▶ **Problem to work on**
Look below for the line containing "ring dip: (403, 374)"; from there through the line containing "pinky tip: (525, 356)", both lines included, please set down each line exactly and nothing else.

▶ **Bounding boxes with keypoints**
* * *

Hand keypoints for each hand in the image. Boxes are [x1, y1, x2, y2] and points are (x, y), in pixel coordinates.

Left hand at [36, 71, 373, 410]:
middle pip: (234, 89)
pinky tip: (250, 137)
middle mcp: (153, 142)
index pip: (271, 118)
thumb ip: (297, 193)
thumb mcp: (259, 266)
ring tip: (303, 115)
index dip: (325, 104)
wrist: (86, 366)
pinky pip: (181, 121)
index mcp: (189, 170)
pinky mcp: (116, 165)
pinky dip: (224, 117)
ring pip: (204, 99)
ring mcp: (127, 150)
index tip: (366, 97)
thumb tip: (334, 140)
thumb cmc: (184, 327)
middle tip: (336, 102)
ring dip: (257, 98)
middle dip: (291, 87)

* * *

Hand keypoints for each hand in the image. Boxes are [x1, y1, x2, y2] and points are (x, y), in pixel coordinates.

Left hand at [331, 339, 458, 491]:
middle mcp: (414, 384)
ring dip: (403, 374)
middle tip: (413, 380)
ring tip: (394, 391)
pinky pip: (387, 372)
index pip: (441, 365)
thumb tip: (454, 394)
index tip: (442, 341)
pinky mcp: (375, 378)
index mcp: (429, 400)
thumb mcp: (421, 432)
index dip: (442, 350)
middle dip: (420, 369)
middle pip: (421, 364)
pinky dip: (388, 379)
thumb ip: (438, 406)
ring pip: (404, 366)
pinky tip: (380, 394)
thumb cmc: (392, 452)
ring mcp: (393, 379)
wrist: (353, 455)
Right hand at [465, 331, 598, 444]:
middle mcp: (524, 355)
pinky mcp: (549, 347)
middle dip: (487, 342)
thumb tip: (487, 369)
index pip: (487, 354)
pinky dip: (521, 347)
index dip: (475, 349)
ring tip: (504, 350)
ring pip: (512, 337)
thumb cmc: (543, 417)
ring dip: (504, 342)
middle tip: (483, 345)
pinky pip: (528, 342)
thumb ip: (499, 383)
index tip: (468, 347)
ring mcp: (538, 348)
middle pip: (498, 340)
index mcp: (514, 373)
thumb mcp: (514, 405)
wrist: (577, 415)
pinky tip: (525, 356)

* * *

▶ **Answer for the task**
ring dip: (403, 374)
middle tip: (413, 380)
ring tip: (394, 391)
pinky pip: (387, 372)
index pip: (441, 365)
thumb tip: (454, 394)
index tip: (442, 341)
pinky mcp: (375, 378)
index mcp: (429, 400)
thumb mcp: (421, 432)
index dip: (442, 350)
middle dip: (420, 369)
middle pip: (421, 364)
pinky dip: (388, 379)
thumb ip: (438, 406)
ring pip: (404, 366)
pinky tip: (380, 394)
thumb cmc: (392, 452)
ring mcp: (393, 379)
wrist: (353, 455)
Right hand at [465, 331, 598, 444]:
middle mcp: (524, 355)
pinky mcp: (549, 347)
middle dip: (487, 342)
thumb tip: (487, 369)
index pip: (487, 354)
pinky dip: (521, 347)
index dip: (475, 349)
ring tip: (504, 350)
ring pip: (512, 337)
thumb cmc: (543, 417)
ring dip: (504, 342)
middle tip: (483, 345)
pinky pip: (528, 342)
thumb ip: (499, 383)
index tip: (468, 347)
ring mcp: (538, 348)
middle pip: (498, 340)
index mcp: (514, 373)
thumb mcp: (514, 405)
wrist: (577, 415)
pinky tip: (525, 356)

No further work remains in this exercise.